How can i specify which one of the values I need in a search as the two values is meant to be "read" and "written"?

This is my current search right now and I think it is including both values together.

index="collectd_test" plugin=disk type=disk_octets plugin_instance=$plugin_instance1$
| stats  min(value) as min max(value) as max avg(value) as avg
| eval min=round(min, 2)
| eval max=round(max, 2)
| eval avg=round(avg, 2)

yuanliu · ‎11-16-2023

instead of values, you should see a field named values{} because that's an array. Because you are only interested in numeric min, max, and avg, you only need to substitute this name

index="collectd_test" plugin=disk type=disk_octets plugin_instance=$plugin_instance1$
| stats  min(value{}) as min max(value{}) as max avg(value{}) as avg
| eval min=round(min, 2)
| eval max=round(max, 2)
| eval avg=round(avg, 2)

jialiu907 · ‎11-17-2023

So I changed the search with your suggestion and also added another array that its sorting by, but its giving me the same numbers for both read and write. I am looking to show the value of min, max, and avg for read and then the same for write and it should be different.

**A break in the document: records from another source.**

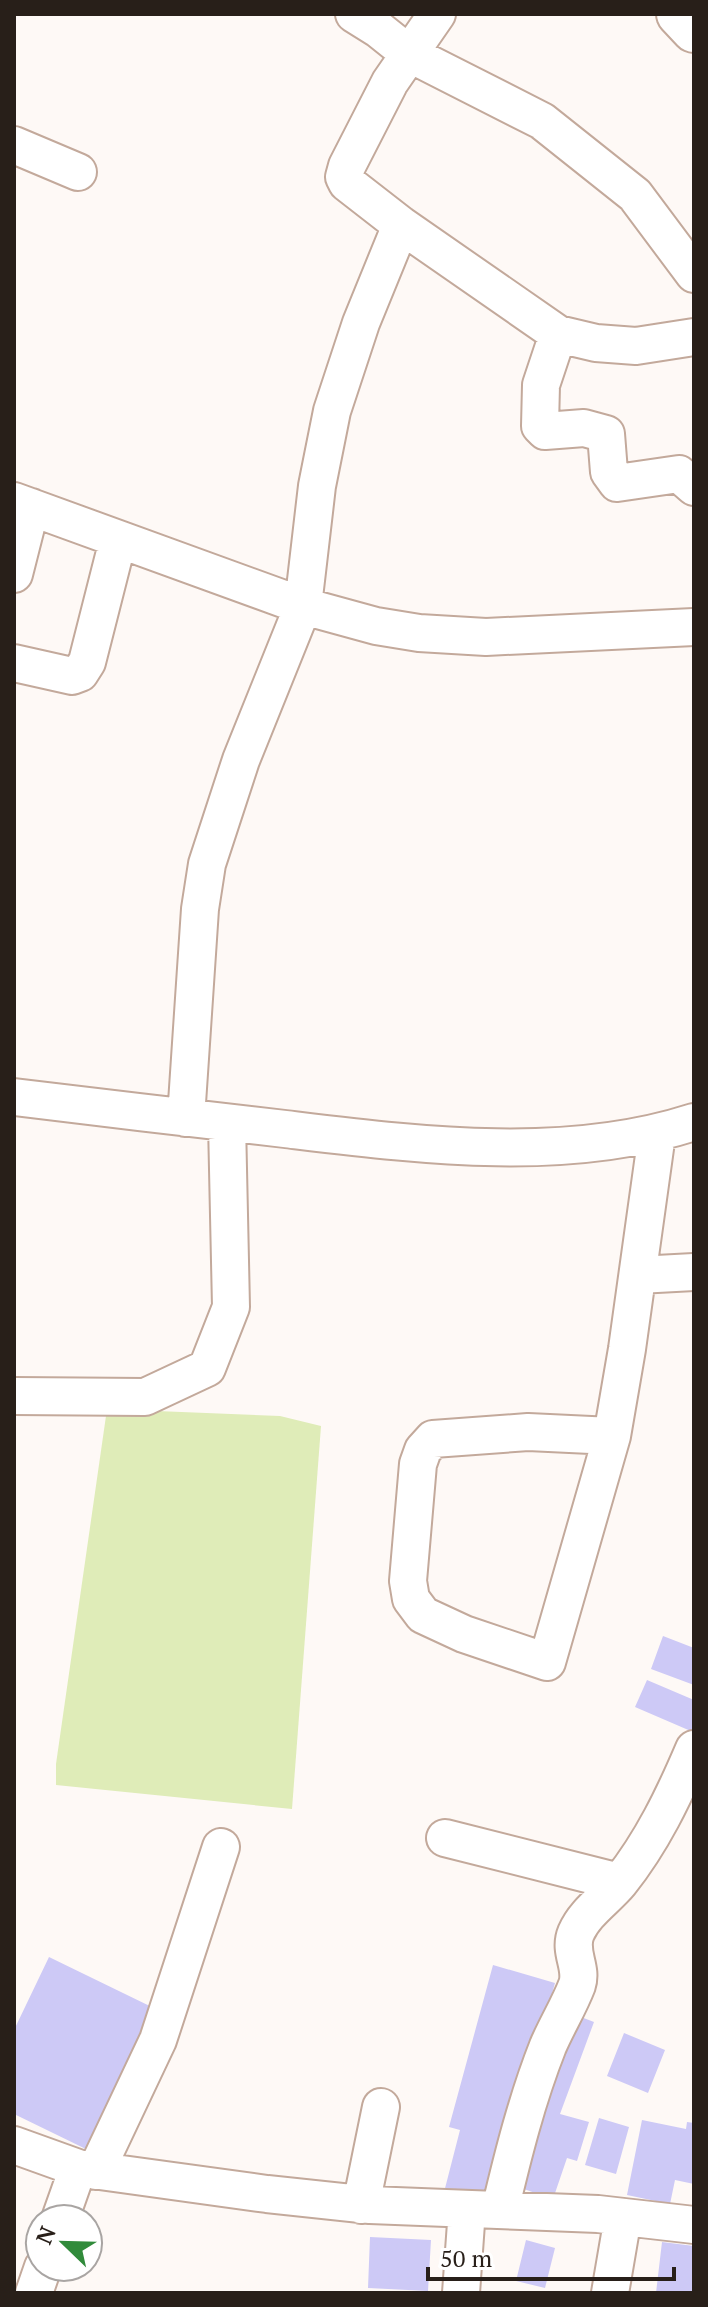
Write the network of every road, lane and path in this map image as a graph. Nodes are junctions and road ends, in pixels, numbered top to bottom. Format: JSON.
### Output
{"nodes":[{"id":1,"x":354,"y":14,"type":"edge"},
{"id":2,"x":437,"y":14,"type":"edge"},
{"id":3,"x":679,"y":14,"type":"edge"},
{"id":4,"x":694,"y":30,"type":"edge"},
{"id":5,"x":408,"y":53,"type":"junction"},
{"id":6,"x":14,"y":145,"type":"edge"},
{"id":7,"x":78,"y":172,"type":"dead end"},
{"id":8,"x":401,"y":225,"type":"junction"},
{"id":9,"x":694,"y":274,"type":"edge"},
{"id":10,"x":558,"y":334,"type":"junction"},
{"id":11,"x":694,"y":337,"type":"edge"},
{"id":12,"x":694,"y":487,"type":"edge"},
{"id":13,"x":23,"y":504,"type":"edge"},
{"id":14,"x":118,"y":540,"type":"junction"},
{"id":15,"x":14,"y":574,"type":"edge"},
{"id":16,"x":303,"y":606,"type":"junction"},
{"id":17,"x":694,"y":627,"type":"edge"},
{"id":18,"x":14,"y":663,"type":"edge"},
{"id":19,"x":14,"y":1097,"type":"edge"},
{"id":20,"x":186,"y":1118,"type":"junction"},
{"id":21,"x":694,"y":1122,"type":"edge"},
{"id":22,"x":227,"y":1123,"type":"junction"},
{"id":23,"x":657,"y":1134,"type":"junction"},
{"id":24,"x":694,"y":1272,"type":"edge"},
{"id":25,"x":638,"y":1275,"type":"junction"},
{"id":26,"x":14,"y":1396,"type":"edge"},
{"id":27,"x":612,"y":1436,"type":"junction"},
{"id":28,"x":694,"y":1749,"type":"edge"},
{"id":29,"x":445,"y":1838,"type":"dead end"},
{"id":30,"x":221,"y":1847,"type":"dead end"},
{"id":31,"x":619,"y":1882,"type":"junction"},
{"id":32,"x":381,"y":2107,"type":"dead end"},
{"id":33,"x":14,"y":2145,"type":"edge"},
{"id":34,"x":87,"y":2169,"type":"junction"},
{"id":35,"x":69,"y":2203,"type":"edge"},
{"id":36,"x":361,"y":2205,"type":"junction"},
{"id":37,"x":484,"y":2210,"type":"junction"},
{"id":38,"x":623,"y":2217,"type":"junction"},
{"id":39,"x":694,"y":2225,"type":"edge"},
{"id":40,"x":461,"y":2293,"type":"edge"},
{"id":41,"x":610,"y":2293,"type":"edge"}],
"edges":[{"from":1,"to":5,"type":"street"},
{"from":2,"to":5,"type":"street"},
{"from":3,"to":4,"type":"main road"},
{"from":5,"to":8,"type":"street"},
{"from":5,"to":9,"type":"street"},
{"from":6,"to":7,"type":"street"},
{"from":8,"to":10,"type":"street"},
{"from":8,"to":16,"type":"street"},
{"from":10,"to":11,"type":"street"},
{"from":10,"to":12,"type":"street"},
{"from":13,"to":14,"type":"street"},
{"from":13,"to":15,"type":"street"},
{"from":14,"to":16,"type":"street"},
{"from":14,"to":18,"type":"street"},
{"from":16,"to":17,"type":"street"},
{"from":16,"to":20,"type":"street"},
{"from":19,"to":20,"type":"street"},
{"from":20,"to":22,"type":"street"},
{"from":21,"to":23,"type":"street"},
{"from":22,"to":23,"type":"street"},
{"from":22,"to":26,"type":"street"},
{"from":23,"to":25,"type":"street"},
{"from":24,"to":25,"type":"street"},
{"from":25,"to":27,"type":"street"},
{"from":27,"to":27,"type":"street"},
{"from":28,"to":31,"type":"street"},
{"from":29,"to":31,"type":"street"},
{"from":30,"to":34,"type":"street"},
{"from":31,"to":37,"type":"street"},
{"from":32,"to":36,"type":"street"},
{"from":33,"to":34,"type":"street"},
{"from":34,"to":35,"type":"street"},
{"from":34,"to":36,"type":"street"},
{"from":36,"to":37,"type":"street"},
{"from":37,"to":38,"type":"street"},
{"from":37,"to":40,"type":"street"},
{"from":38,"to":39,"type":"street"},
{"from":38,"to":41,"type":"street"}]}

This is my current search.

index="collectd_test" plugin=disk type=disk_octets plugin_instance=$plugin_instance1$
| stats min(values{}) as min max(values{}) as max avg(values{}) as avg by dsnames{}
| eval min=round(min, 2)
| eval max=round(max, 2)
| eval avg=round(avg, 2)

This is the current output.

And this is the JSON format events.

yuanliu · ‎11-17-2023

Please use raw text to post sample JSON events, not screenshot and not Splunk's contracted pretty format.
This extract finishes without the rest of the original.